> What to do
All lines in the data that hold the word "Sunflower" need copying.

> Source material
+--
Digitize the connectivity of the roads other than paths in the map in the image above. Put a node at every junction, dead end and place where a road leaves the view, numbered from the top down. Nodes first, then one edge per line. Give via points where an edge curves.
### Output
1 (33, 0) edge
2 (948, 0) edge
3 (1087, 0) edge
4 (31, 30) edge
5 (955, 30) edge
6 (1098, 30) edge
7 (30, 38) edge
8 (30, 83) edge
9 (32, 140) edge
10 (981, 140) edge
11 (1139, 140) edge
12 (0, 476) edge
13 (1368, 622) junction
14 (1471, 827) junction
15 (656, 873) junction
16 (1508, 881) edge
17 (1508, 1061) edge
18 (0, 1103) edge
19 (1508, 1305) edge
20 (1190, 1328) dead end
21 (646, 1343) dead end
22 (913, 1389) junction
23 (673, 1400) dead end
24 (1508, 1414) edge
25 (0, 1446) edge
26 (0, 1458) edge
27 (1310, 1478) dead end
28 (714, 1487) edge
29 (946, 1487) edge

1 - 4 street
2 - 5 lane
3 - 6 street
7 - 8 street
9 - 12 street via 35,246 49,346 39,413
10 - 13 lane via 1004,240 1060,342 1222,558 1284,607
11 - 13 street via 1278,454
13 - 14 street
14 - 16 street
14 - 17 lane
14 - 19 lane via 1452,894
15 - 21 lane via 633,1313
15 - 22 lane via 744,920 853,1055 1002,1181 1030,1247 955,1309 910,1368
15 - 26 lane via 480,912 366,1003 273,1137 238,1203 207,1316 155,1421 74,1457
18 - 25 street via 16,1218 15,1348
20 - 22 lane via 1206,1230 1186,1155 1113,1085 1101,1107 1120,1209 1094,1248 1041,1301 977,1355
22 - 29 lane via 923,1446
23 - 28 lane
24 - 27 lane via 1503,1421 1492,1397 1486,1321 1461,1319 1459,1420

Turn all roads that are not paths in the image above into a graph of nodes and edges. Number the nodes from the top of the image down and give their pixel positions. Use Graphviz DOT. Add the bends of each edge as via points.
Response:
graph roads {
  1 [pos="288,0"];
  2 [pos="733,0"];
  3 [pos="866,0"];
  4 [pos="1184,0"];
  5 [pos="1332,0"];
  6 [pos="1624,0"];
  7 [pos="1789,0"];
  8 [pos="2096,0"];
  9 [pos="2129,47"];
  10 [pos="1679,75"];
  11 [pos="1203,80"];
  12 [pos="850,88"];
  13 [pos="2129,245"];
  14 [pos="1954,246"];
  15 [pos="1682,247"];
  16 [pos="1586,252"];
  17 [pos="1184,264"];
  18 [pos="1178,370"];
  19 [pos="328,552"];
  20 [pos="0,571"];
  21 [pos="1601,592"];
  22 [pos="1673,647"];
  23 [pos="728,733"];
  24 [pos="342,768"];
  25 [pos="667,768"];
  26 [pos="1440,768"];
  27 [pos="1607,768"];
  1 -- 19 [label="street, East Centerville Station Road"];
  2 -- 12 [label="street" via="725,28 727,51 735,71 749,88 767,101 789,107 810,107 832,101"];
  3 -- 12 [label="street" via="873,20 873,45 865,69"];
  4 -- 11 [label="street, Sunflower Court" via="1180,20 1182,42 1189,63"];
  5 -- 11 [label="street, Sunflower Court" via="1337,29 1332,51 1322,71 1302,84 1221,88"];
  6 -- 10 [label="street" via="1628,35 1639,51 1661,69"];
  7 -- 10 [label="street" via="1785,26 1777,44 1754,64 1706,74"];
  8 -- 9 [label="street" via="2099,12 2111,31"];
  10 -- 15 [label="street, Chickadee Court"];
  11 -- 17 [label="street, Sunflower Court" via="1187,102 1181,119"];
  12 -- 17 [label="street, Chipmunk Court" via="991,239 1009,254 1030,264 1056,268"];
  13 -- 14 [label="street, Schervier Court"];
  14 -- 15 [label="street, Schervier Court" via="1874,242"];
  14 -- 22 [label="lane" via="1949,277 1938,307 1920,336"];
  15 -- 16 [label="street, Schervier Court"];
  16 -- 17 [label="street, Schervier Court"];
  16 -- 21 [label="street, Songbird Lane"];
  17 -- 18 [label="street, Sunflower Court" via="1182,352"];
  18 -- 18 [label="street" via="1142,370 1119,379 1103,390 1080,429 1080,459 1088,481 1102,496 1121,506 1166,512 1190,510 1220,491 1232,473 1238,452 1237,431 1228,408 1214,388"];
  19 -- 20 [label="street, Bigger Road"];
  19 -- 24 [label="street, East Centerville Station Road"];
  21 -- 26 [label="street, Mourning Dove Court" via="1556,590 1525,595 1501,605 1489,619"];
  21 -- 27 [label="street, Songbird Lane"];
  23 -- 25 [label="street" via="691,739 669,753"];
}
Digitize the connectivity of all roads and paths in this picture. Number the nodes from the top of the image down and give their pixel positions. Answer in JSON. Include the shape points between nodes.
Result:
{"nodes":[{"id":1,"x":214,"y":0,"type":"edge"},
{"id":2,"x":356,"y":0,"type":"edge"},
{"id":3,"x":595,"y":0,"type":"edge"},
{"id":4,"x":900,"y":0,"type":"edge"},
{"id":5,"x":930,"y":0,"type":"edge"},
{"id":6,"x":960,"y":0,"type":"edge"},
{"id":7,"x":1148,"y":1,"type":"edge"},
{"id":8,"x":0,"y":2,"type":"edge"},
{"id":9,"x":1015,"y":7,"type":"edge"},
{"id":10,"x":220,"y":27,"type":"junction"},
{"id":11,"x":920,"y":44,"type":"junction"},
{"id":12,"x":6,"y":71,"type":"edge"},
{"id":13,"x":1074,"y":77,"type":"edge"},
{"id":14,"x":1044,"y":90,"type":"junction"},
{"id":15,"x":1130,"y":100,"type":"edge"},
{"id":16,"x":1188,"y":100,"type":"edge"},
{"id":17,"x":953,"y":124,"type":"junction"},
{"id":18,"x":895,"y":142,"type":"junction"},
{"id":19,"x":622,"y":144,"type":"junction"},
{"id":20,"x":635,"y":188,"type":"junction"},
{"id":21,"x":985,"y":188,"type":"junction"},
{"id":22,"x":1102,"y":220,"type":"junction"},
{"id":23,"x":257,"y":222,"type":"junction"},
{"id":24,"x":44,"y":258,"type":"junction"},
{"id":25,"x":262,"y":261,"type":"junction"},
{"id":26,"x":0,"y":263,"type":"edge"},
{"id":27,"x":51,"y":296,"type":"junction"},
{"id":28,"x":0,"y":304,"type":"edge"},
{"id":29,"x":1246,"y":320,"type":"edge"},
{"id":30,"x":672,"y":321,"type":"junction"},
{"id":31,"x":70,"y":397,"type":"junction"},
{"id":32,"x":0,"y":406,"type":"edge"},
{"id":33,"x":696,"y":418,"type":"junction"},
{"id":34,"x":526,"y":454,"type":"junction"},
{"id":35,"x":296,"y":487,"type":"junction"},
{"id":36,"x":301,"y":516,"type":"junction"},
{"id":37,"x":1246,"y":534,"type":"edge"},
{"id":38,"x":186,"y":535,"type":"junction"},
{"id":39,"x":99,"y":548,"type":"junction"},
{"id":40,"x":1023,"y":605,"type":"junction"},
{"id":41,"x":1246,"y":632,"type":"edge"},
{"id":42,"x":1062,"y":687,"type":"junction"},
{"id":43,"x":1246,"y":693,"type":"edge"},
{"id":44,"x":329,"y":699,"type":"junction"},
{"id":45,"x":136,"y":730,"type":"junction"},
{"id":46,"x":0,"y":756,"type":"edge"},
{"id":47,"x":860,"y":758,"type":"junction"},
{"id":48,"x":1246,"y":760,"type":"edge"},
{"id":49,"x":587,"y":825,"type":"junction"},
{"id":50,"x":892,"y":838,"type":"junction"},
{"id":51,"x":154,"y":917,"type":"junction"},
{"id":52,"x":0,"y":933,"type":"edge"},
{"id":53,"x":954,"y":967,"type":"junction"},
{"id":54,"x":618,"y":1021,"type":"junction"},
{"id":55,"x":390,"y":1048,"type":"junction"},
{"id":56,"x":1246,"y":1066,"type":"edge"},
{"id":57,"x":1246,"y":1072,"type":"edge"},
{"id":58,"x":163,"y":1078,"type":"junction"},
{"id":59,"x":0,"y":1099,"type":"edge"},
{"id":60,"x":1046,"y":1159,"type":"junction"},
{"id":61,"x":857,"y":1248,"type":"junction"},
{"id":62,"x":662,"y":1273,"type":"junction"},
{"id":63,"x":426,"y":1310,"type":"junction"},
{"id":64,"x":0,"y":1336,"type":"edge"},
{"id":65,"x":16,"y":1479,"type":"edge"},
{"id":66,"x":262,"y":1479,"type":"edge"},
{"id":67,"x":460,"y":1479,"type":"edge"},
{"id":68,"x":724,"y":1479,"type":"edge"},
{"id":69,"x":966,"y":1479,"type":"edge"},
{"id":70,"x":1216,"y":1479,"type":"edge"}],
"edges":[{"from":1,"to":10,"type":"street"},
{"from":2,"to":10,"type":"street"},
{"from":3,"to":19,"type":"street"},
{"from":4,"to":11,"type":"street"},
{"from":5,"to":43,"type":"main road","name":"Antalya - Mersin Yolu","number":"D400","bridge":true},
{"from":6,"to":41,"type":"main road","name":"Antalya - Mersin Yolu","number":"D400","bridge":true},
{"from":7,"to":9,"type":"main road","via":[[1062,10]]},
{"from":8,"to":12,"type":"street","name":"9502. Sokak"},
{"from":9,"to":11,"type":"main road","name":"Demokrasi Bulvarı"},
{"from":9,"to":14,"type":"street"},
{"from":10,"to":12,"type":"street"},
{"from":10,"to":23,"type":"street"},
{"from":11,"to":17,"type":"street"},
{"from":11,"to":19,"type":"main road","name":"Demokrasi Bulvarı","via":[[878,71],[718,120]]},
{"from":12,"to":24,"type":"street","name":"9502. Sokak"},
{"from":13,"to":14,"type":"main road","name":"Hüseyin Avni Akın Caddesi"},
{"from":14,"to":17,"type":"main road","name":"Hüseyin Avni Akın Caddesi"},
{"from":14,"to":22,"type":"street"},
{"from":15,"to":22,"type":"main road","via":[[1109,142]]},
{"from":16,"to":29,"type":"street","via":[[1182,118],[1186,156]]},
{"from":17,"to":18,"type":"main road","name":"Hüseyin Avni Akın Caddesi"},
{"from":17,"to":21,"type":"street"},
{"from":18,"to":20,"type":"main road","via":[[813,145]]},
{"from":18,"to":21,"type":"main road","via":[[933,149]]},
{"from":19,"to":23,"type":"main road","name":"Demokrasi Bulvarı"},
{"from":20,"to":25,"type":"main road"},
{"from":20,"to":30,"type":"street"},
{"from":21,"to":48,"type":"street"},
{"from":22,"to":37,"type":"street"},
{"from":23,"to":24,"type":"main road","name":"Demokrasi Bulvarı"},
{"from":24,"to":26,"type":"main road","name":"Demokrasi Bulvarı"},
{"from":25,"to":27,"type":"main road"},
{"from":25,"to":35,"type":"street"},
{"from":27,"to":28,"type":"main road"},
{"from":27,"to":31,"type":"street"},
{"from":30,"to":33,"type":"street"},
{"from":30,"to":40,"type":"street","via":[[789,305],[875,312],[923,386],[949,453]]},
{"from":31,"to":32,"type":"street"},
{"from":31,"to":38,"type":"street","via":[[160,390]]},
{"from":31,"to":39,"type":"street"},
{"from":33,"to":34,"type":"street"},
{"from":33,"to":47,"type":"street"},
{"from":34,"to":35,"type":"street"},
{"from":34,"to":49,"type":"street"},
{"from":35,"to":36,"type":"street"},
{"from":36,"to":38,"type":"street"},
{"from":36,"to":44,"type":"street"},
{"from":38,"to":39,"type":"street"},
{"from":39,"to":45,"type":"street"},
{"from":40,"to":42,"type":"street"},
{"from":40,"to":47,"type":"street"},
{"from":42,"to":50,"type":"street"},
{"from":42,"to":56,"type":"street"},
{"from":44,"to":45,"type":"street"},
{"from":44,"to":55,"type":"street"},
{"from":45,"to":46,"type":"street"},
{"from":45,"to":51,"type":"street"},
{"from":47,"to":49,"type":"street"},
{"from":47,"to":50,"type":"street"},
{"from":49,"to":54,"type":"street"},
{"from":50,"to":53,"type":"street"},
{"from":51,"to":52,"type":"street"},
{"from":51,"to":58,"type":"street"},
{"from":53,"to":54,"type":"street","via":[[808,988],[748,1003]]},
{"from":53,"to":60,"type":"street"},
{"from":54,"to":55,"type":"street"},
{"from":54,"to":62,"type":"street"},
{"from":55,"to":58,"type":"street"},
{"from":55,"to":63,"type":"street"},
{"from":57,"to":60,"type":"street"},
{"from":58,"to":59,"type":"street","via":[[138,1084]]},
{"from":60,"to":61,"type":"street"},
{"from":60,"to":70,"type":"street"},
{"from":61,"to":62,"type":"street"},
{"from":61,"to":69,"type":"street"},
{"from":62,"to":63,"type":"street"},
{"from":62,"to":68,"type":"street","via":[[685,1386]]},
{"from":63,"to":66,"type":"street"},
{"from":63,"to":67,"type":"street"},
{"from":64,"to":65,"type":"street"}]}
+--
> Written response
  4 -- 11 [label="street, Sunflower Court" via="1180,20 1182,42 1189,63"];
  5 -- 11 [label="street, Sunflower Court" via="1337,29 1332,51 1322,71 1302,84 1221,88"];
  11 -- 17 [label="street, Sunflower Court" via="1187,102 1181,119"];
  17 -- 18 [label="street, Sunflower Court" via="1182,352"];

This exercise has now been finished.